I wanted to write a little bit about the gear I am using on the road with live ’90s dance music show Ultra ’90s this summer, and share some of the reasoning behind why I’m playing this setup and why it suits this show so well.  Here we are in setup at Golden Coast in Woolacombe, Devon, from behind the kit:

Ultra '90s at Golden Coast
Ultra ’90s at Golden Coast

The kit I’m using is my Carrera custom ‘Sound’ kit with an 18×14″ bass drum and 10×6″ and 14×10″ toms; it’s perfect for touring, as it’s small and lightweight (which helps in reducing the strain on the stalwart Ultra ’90s van which has to carry to the entire rig from place to place!) thanks to the thin birch shells, but the toms still have good projection despite their shallow depth.  The toms are also close mic’ed with Sennheiser E604 drum mics.  The bass drum is fitted with a mesh head, and all the bass drum sounds are triggered with a Roland RT-10K, going into an Alesis DM5 module.

I’m using two snare drums here – my 14×5.5″ steambent maple Carrera Tunkan Ingan prototype is my main snare, but I also have a 12×5″ Mapex hammered steel snare as an auxiliary snare.  This drum is tuned up very high and snappy, and it also has a Roland BT-1 trigger bar on the rim; this triggers a massive dance music clap sound from my Roland SPD-S.  There’s often little variation in dance music drumming, so all the contrast and interest in the parts comes from adding and taking away layers of sound; playing a rimshot on the auxiliary snare means I can layer an electronic clap with an acoustic snare sound with one hand, and still be free to play the hihats or the ride cymbal with my other hand, so I can switch to this from my main snare going into a chorus or anywhere where the track feels like it needs to ‘lift’.  Both snares are mic’ed with Shure Beta 57s.

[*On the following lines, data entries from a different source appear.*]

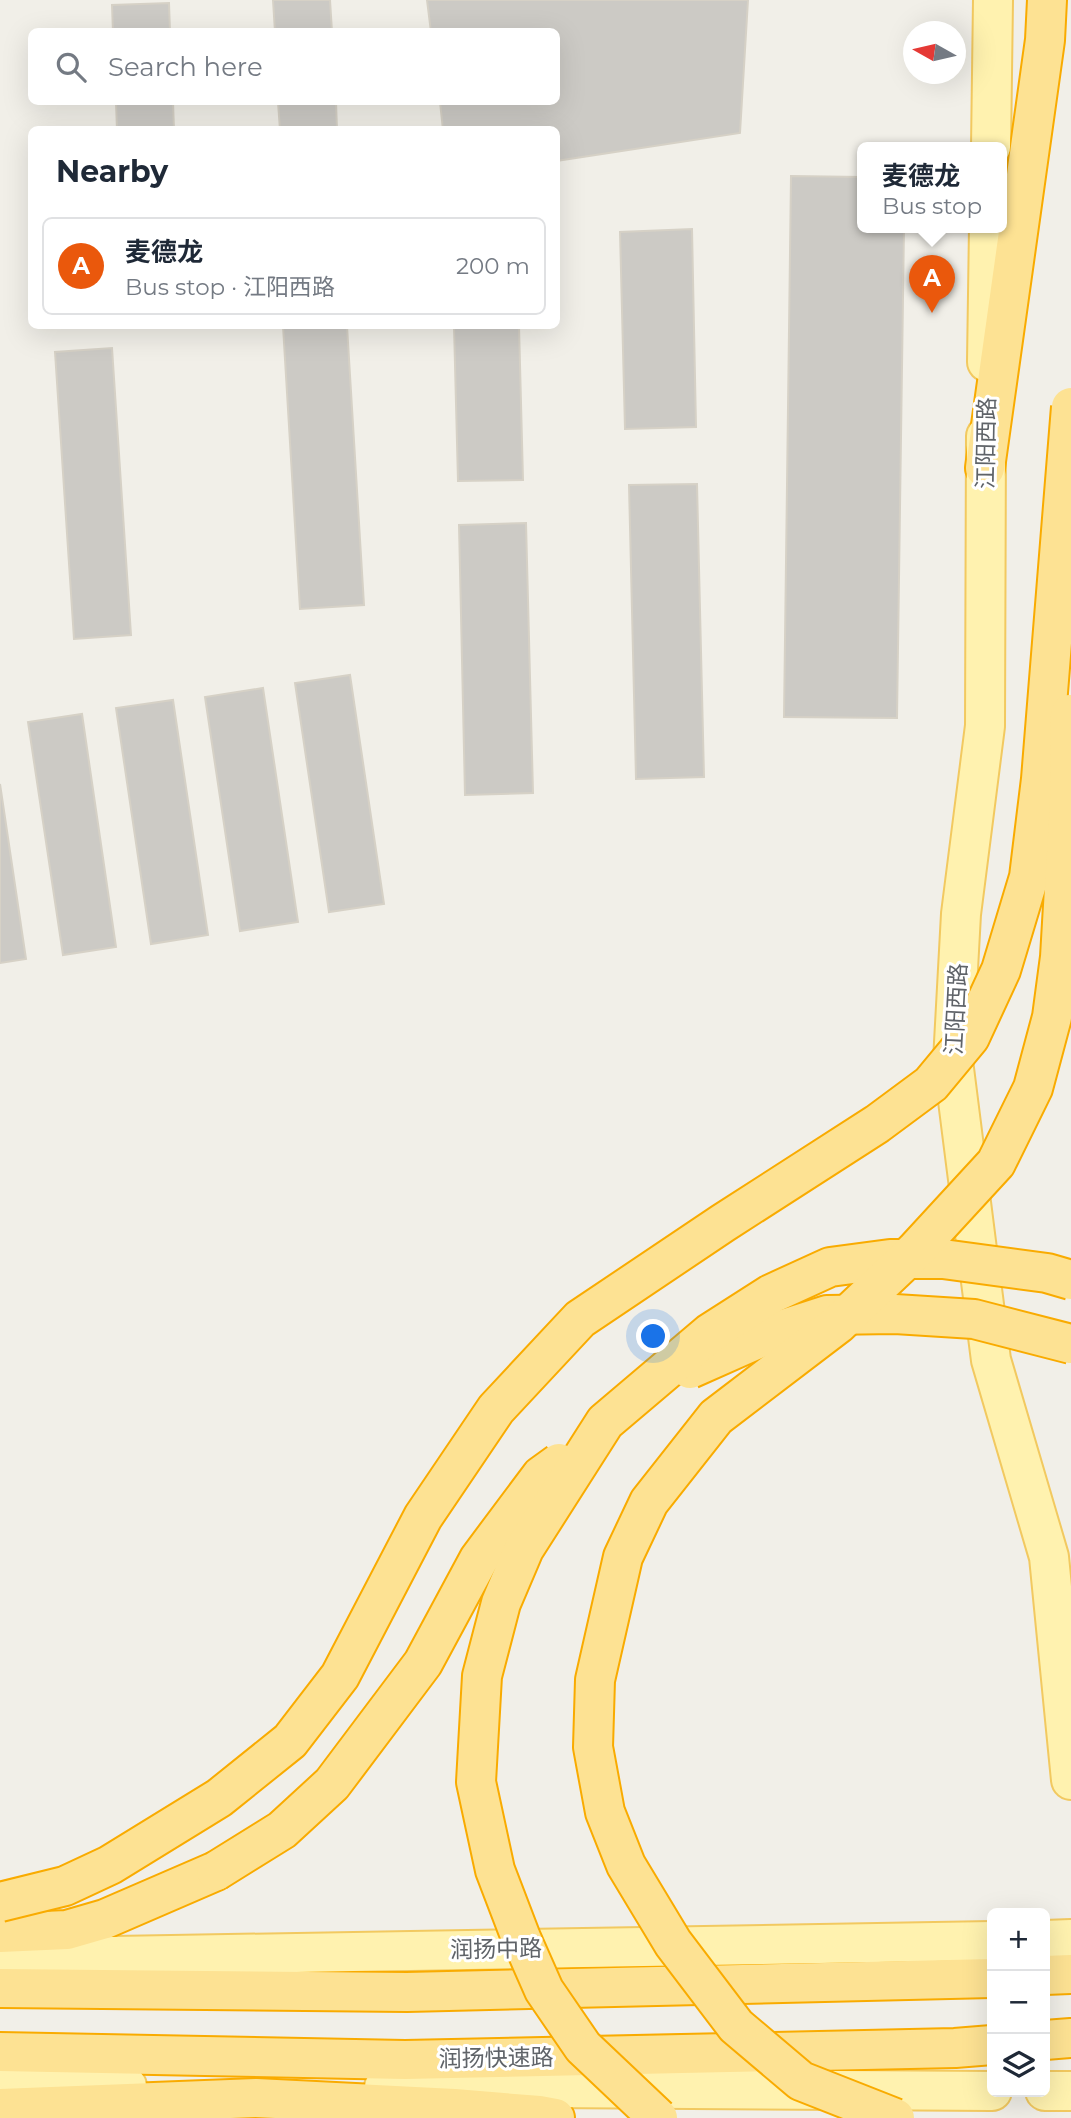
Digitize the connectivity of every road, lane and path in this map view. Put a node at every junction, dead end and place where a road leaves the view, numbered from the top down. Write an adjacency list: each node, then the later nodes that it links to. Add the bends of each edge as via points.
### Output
1 (993, 0): 3 (main road)
2 (1046, 0): 6 (highway, via 1045,40)
3 (990, 142)
4 (989, 233): 6 (main road, 江阳西路)
5 (1071, 407): 11 (highway, bridge, via 1029,877 1001,970 970,1037 931,1084 877,1125 580,1320 489,1420 423,1517 340,1676 290,1741 219,1798 110,1865 65,1886)
6 (985, 468): 10 (main road, 江阳西路, via 985,726 961,914 953,1061 991,1360 1049,1557)
7 (1071, 578): 32 (highway, bridge, via 1069,802 1060,957 1052,1017 1033,1088 996,1163 915,1251 838,1324 716,1417 649,1502 623,1557 595,1679 593,1747 605,1812 626,1865 673,1942 736,2026 801,2081)
8 (1071, 1280): 31 (highway, bridge, via 943,1259 890,1259 830,1267 771,1294 710,1333 605,1422 524,1549 501,1603 482,1676 476,1782 495,1870 544,1990 583,2046)
9 (1071, 1344): 12 (highway, bridge, via 974,1319 827,1315 771,1333 671,1377 541,1476 479,1559 423,1663 332,1783 282,1829 216,1871 105,1919 67,1930)
10 (1071, 1780)
11 (0, 1902)
12 (0, 1933)
13 (1071, 1939): 14 (main road)
14 (1050, 1940)
15 (987, 1941): 16 (main road, 润扬中路)
16 (0, 1958)
17 (1071, 1974): 18 (highway)
18 (1050, 1975)
19 (987, 1978): 20 (highway, bridge, via 407,1992)
20 (0, 1988)
21 (1071, 2038): 22 (highway)
22 (1050, 2040)
23 (987, 2045): 24 (highway, 润扬快速路, bridge, via 405,2060)
24 (0, 2052)
25 (0, 2085): 26 (main road)
26 (987, 2091)
27 (1050, 2091): 28 (main road)
28 (1071, 2091)
29 (0, 2108): 30 (highway, via 256,2098)
30 (555, 2118)
31 (658, 2118)
32 (895, 2118)

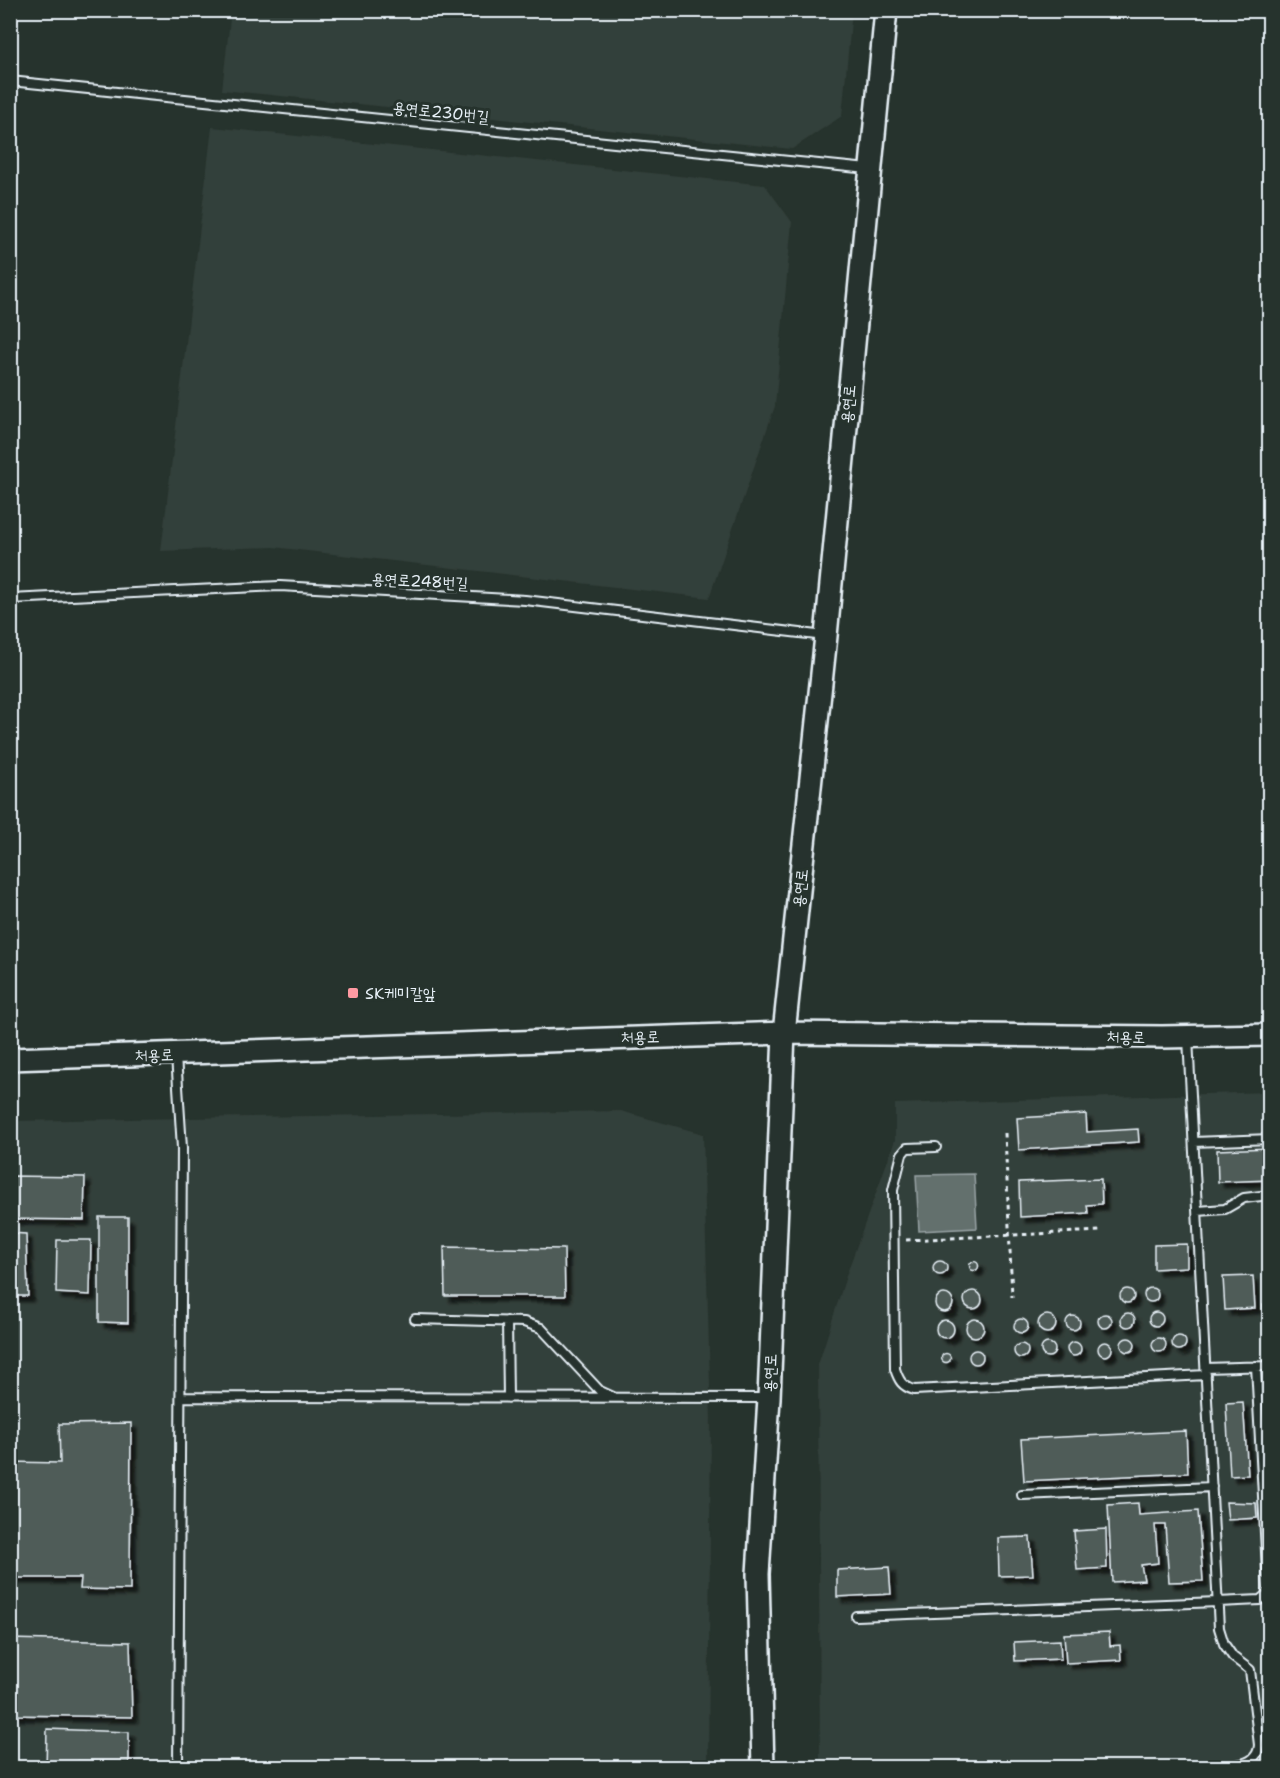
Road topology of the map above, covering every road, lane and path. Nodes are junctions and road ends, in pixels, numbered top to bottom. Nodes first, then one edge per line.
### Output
1 (886, 10) edge
2 (10, 81) edge
3 (869, 170) junction
4 (10, 599) edge
5 (826, 636) junction
6 (784, 1033) junction
7 (1269, 1035) edge
8 (1188, 1037) junction
9 (176, 1054) junction
10 (10, 1059) edge
11 (1005, 1133) dead end
12 (1269, 1139) edge
13 (1194, 1142) junction
14 (936, 1147) dead end
15 (1269, 1195) edge
16 (1198, 1211) junction
17 (1101, 1231) dead end
18 (1010, 1234) junction
19 (893, 1240) junction
20 (1012, 1297) dead end
21 (415, 1319) dead end
22 (507, 1322) junction
23 (1256, 1366) junction
24 (1269, 1366) edge
25 (1206, 1372) junction
26 (181, 1397) junction
27 (508, 1398) junction
28 (615, 1398) junction
29 (769, 1398) junction
30 (1212, 1487) junction
31 (1022, 1496) dead end
32 (1218, 1602) junction
33 (856, 1616) dead end
34 (178, 1767) edge
35 (763, 1767) edge
36 (1222, 1767) edge

1 - 3 street, 용연로
2 - 3 lane, 용연로230번길
3 - 5 street, 용연로
4 - 5 lane, 용연로248번길
5 - 6 street, 용연로
6 - 8 street, 처용로
6 - 9 street, 처용로
6 - 29 street, 용연로
7 - 8 street, 처용로
8 - 13 lane
9 - 10 street, 처용로
9 - 26 lane
11 - 18 path
12 - 13 lane
13 - 16 lane
14 - 19 lane
15 - 16 lane
16 - 25 lane
17 - 18 path
18 - 19 path
18 - 20 path
19 - 25 lane
21 - 22 lane
22 - 27 lane
22 - 28 lane
23 - 24 lane
23 - 25 lane
23 - 32 lane
25 - 30 lane
26 - 27 lane
26 - 34 lane
27 - 28 lane
28 - 29 lane
29 - 35 street, 용연로
30 - 31 lane
30 - 32 lane
32 - 33 lane
32 - 36 lane

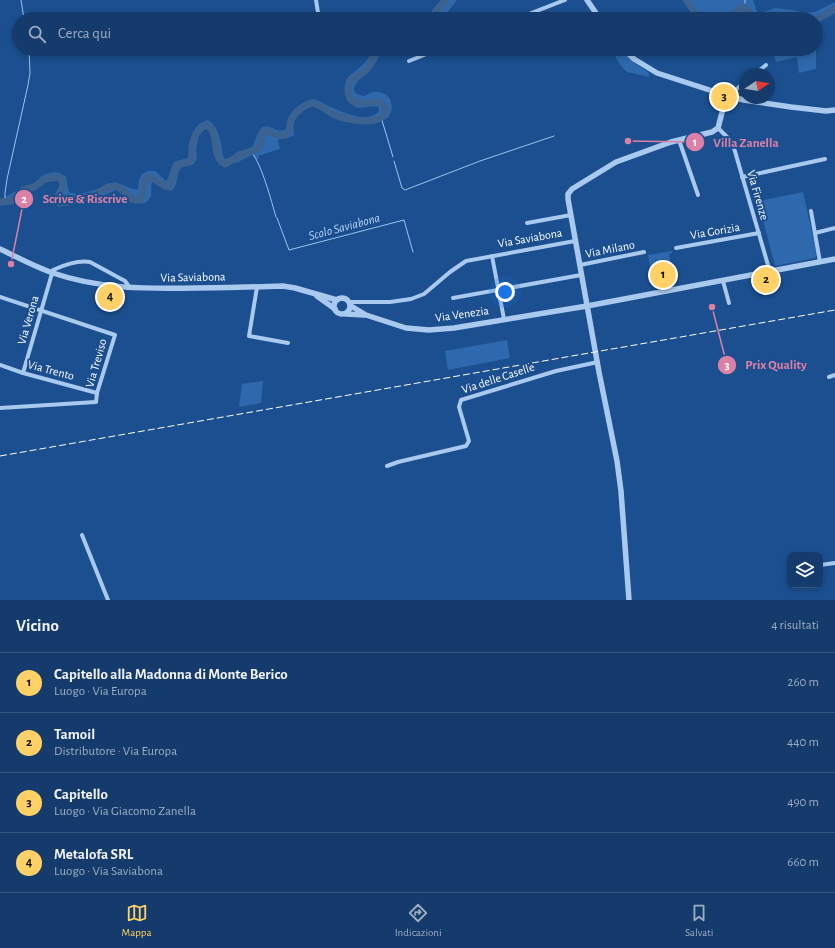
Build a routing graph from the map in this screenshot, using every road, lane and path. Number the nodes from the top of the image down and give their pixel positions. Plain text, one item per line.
1 (316, 0) edge
2 (565, 0) edge
3 (587, 0) edge
4 (318, 12) edge
5 (534, 12) edge
6 (595, 12) edge
7 (422, 56) edge
8 (631, 56) edge
9 (409, 61) dead end
10 (766, 65) dead end
11 (762, 68) edge
12 (739, 87) edge
13 (728, 96) junction
14 (835, 110) edge
15 (718, 128) junction
16 (679, 140) junction
17 (825, 159) dead end
18 (742, 177) junction
19 (698, 195) dead end
20 (811, 211) dead end
21 (571, 215) junction
22 (527, 223) dead end
23 (835, 228) edge
24 (759, 233) junction
25 (815, 233) junction
26 (576, 241) junction
27 (676, 248) dead end
28 (0, 249) edge
29 (644, 252) dead end
30 (492, 256) junction
31 (835, 259) edge
32 (820, 262) junction
33 (580, 265) junction
34 (770, 272) junction
35 (52, 273) junction
36 (581, 275) junction
37 (723, 281) junction
38 (257, 287) junction
39 (128, 288) junction
40 (498, 290) junction
41 (314, 294) junction
42 (0, 297) edge
43 (453, 298) dead end
44 (337, 300) junction
45 (729, 303) dead end
46 (350, 304) junction
47 (587, 306) junction
48 (335, 309) junction
49 (41, 312) junction
50 (346, 314) junction
51 (366, 315) junction
52 (504, 319) junction
53 (288, 343) dead end
54 (598, 362) junction
55 (0, 365) edge
56 (23, 373) junction
57 (835, 375) edge
58 (829, 377) dead end
59 (97, 393) junction
60 (0, 408) edge
61 (387, 466) dead end
62 (82, 535) dead end
63 (835, 563) edge
64 (823, 565) edge
65 (108, 600) edge
66 (629, 600) edge

1 - 4 street
2 - 5 street
3 - 6 street
7 - 9 street
8 - 13 street
10 - 11 street
12 - 13 street
13 - 14 street
13 - 15 street
15 - 16 street, Via Saviabona
15 - 18 street, Via Firenze
16 - 19 street
16 - 21 street, Via Saviabona
17 - 18 street, Via Firenze
18 - 24 street, Via Firenze
20 - 25 street
21 - 22 street
21 - 26 street, Via Saviabona
23 - 25 street
24 - 27 street, Via Gorizia
24 - 34 street, Via Firenze
25 - 32 street
26 - 30 street, Via Saviabona
26 - 33 street
28 - 35 street, Via Saviabona
29 - 33 street, Via Milano
30 - 40 street
30 - 46 street, Via Saviabona
31 - 32 street, Via Venezia
32 - 34 street, Via Venezia
33 - 36 street
34 - 37 street, Via Venezia
35 - 39 street, Via Saviabona
35 - 39 street
35 - 49 street, Via Verona
36 - 40 street
36 - 47 street
37 - 45 street
37 - 47 street, Via Venezia
38 - 39 street, Via Saviabona
38 - 41 street, Via Saviabona
38 - 53 street
40 - 43 street
40 - 52 street
41 - 44 street, Via Saviabona
41 - 48 street
42 - 49 street
44 - 46 street, Via Saviabona
44 - 48 street
46 - 50 street
46 - 51 street, Via Venezia
47 - 52 street, Via Venezia
47 - 54 street
48 - 50 street
49 - 56 street, Via Verona
49 - 59 street, Via Treviso
50 - 51 street, Via Venezia
51 - 52 street, Via Venezia
54 - 61 street, Via delle Caselle
54 - 66 street
55 - 56 street, Via Trento
56 - 59 street, Via Trento
57 - 58 street
59 - 60 street, Via Treviso
62 - 65 street
63 - 64 street

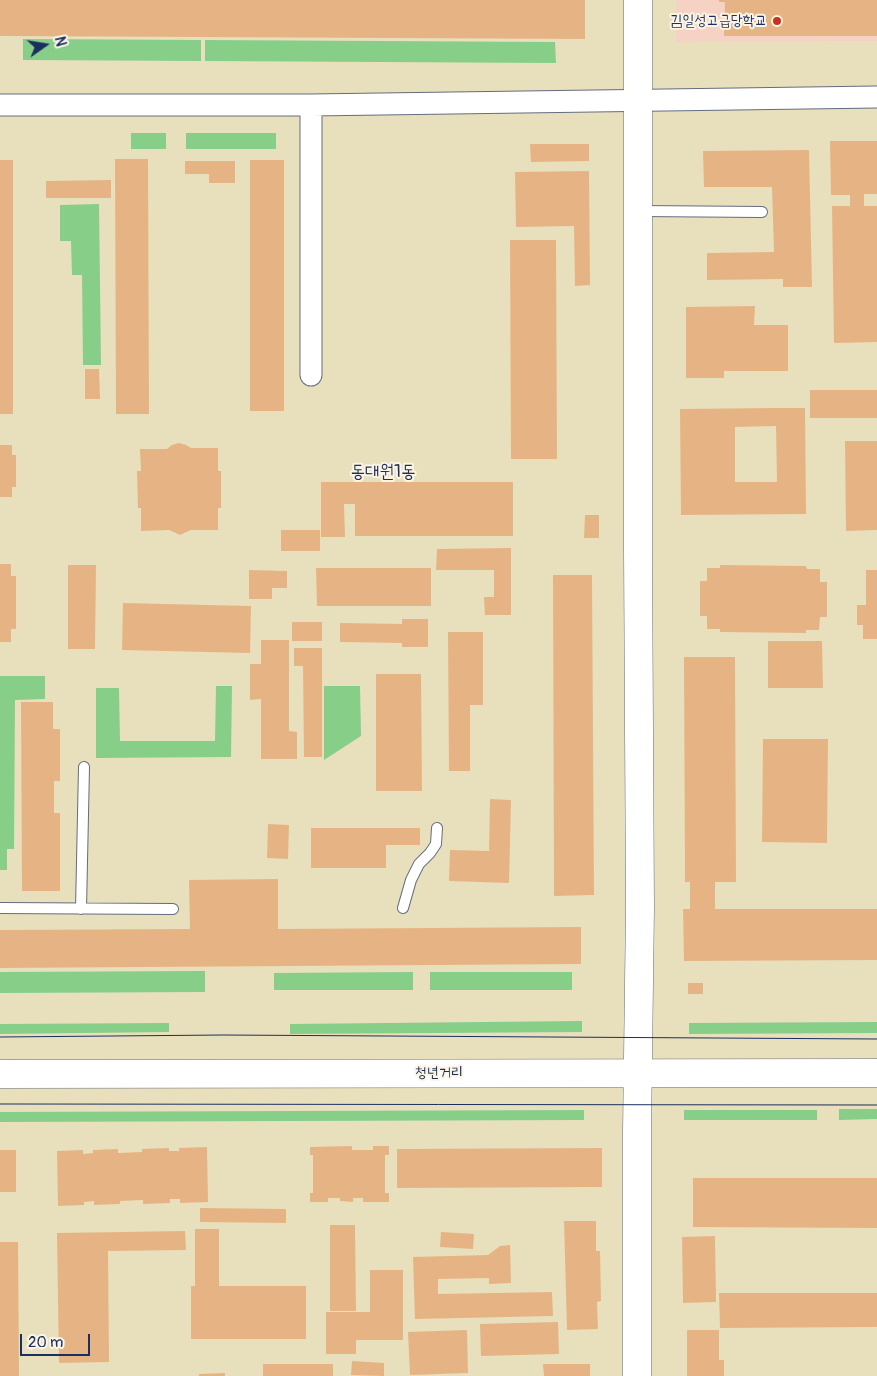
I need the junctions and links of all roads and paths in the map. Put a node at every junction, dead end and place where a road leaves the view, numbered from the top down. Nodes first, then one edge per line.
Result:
1 (638, 0) edge
2 (877, 97) edge
3 (639, 99) junction
4 (0, 105) edge
5 (311, 105) junction
6 (639, 210) junction
7 (762, 212) dead end
8 (311, 375) dead end
9 (84, 767) dead end
10 (437, 828) dead end
11 (0, 908) edge
12 (403, 908) dead end
13 (81, 909) junction
14 (173, 909) dead end
15 (877, 1072) edge
16 (638, 1073) junction
17 (0, 1074) edge
18 (637, 1376) edge

1 - 3 main road
2 - 3 street
3 - 5 street
3 - 6 main road
4 - 5 street
5 - 8 street
6 - 7 lane
6 - 16 main road
9 - 13 lane
10 - 12 lane
11 - 13 lane
13 - 14 lane
15 - 16 main road, 청년거리
16 - 17 main road, 청년거리
16 - 18 main road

The SPD-S itself (on the right, next to the floor tom) I use to trigger various samples – as well as the electronic snare and clap sounds, I have rising sweeps and bass sub drops to use when appropriate in the music.  Also on the same stand is my iPad, which is running Presonus UC Surface – a remote control app which communicates with the mixing desk for the show via a closed local WiFi network.  The whole show is run to a click track, so being able to have full control over my own foldback mix for my in-ear monitors directly from the iPad is fantastic!  I use ACS T3 in-ear monitors; playing sets of (sometimes) up to two hours without breaks, I really appreciate the T3s’ clarity of sound, and the comfort in my ears.

I like to vary the cymbals I use quite often, so I don’t always have an identical cymbal setup to this.  I quickly get bored of using exactly the same configuration of cymbals every night, so it’s fun to switch things up every so often and get different sounds out of the kit.  The combination of cymbals in this picture, however, is one I really like and have been using quite a bit recently…

The hihats are 14″ Paiste 2002 Sound Edge hihats, which are great for this type of gig as they are bright and cutting with a lot of definition.  The main (left) crash is a 17″ Paiste Signature full crash – it has a bright, glassy crash sound which really cuts through the mix (even with all those layers of synths!), but it’s also great for sensitive washes on quieter sections and build-ups.  The ride is a very new acquisition, but one I’m really liking – a 20″ UFIP Bionic ride, with lots of stick definition without being too ‘gongy’ and overpowering.  The second (right) crash is rather an interesting one; starting out life as an 18″ Dream Contact crash/ride, it has been modified and repaired by the very talented Benjamin Camp at CymbalMagic into an explosive, trashy ‘effects’ crash with dark and complex tones – it’s great for accents, and introducing a bit of contrast into the sound of the show.  All the cymbals are nicely picked up by the overhead mic, which is an SE Electronics SE4a.

On this show, I also use Pellwood Rock Classic Short sticks and Axis X-series pedals – both of which feel just right, and are comfortable for playing for long periods with no breaks, without getting tired.

The Ultra ’90s gigs are always really fun, and touring with these guys is something to which I really look forward; having the right gear to take on the road makes sure I can always do my job to the best of my ability, and put on a good show for the crowds every night.